**Prompt:** Identify all lines below that hold "edges" and collect them.
--------------------
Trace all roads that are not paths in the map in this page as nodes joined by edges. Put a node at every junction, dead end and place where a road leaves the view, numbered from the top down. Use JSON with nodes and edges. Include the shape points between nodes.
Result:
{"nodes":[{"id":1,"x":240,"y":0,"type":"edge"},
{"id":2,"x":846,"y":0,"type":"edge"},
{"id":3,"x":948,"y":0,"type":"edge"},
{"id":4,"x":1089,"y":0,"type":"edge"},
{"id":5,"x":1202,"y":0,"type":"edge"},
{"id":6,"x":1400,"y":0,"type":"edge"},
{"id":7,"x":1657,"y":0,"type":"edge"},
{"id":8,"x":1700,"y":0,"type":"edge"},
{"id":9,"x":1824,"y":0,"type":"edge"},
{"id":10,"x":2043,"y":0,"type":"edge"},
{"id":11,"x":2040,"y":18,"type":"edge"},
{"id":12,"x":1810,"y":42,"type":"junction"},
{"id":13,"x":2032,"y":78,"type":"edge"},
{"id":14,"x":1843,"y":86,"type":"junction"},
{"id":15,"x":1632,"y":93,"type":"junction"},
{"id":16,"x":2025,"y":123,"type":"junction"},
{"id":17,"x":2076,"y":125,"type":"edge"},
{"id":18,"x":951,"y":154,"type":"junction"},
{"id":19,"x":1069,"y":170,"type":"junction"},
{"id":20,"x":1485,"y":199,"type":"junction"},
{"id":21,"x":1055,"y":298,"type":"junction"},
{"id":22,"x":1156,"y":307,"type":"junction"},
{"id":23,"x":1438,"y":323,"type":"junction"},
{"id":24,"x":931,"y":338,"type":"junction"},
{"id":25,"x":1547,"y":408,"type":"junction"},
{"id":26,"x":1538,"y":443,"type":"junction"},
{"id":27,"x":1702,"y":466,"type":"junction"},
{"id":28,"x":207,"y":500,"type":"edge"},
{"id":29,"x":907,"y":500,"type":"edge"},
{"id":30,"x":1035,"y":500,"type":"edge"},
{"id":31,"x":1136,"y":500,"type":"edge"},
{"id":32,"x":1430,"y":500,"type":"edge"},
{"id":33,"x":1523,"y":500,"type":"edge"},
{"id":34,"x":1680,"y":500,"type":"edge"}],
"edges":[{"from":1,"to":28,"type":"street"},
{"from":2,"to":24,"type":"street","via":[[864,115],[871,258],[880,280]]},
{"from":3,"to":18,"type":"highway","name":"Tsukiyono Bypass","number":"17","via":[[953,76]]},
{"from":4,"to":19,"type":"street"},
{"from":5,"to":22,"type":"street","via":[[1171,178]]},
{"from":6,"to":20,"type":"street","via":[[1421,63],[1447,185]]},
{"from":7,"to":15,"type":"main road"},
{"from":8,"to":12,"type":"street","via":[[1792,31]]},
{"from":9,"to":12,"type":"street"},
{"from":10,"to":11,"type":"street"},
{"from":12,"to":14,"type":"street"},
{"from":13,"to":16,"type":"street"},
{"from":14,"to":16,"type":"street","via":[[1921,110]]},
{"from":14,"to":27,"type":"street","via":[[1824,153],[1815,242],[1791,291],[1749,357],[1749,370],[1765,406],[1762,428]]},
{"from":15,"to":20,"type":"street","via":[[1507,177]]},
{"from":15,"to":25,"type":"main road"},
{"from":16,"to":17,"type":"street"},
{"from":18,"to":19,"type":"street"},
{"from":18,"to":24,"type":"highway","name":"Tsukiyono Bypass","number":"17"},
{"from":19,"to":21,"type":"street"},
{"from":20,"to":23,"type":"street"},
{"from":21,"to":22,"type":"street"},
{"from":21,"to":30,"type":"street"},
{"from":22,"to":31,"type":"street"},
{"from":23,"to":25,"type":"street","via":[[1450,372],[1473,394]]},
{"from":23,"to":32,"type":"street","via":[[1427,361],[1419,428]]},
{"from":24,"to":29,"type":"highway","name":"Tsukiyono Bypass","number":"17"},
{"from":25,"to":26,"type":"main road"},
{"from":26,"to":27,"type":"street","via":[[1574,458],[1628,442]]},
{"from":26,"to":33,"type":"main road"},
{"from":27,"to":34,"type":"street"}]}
--------------------
**Answer section:**
Trace all roads that are not paths in the map in this page as nodes joined by edges. Put a node at every junction, dead end and place where a road leaves the view, numbered from the top down. Use JSON with nodes and edges. Include the shape points between nodes.
"edges":[{"from":1,"to":28,"type":"street"},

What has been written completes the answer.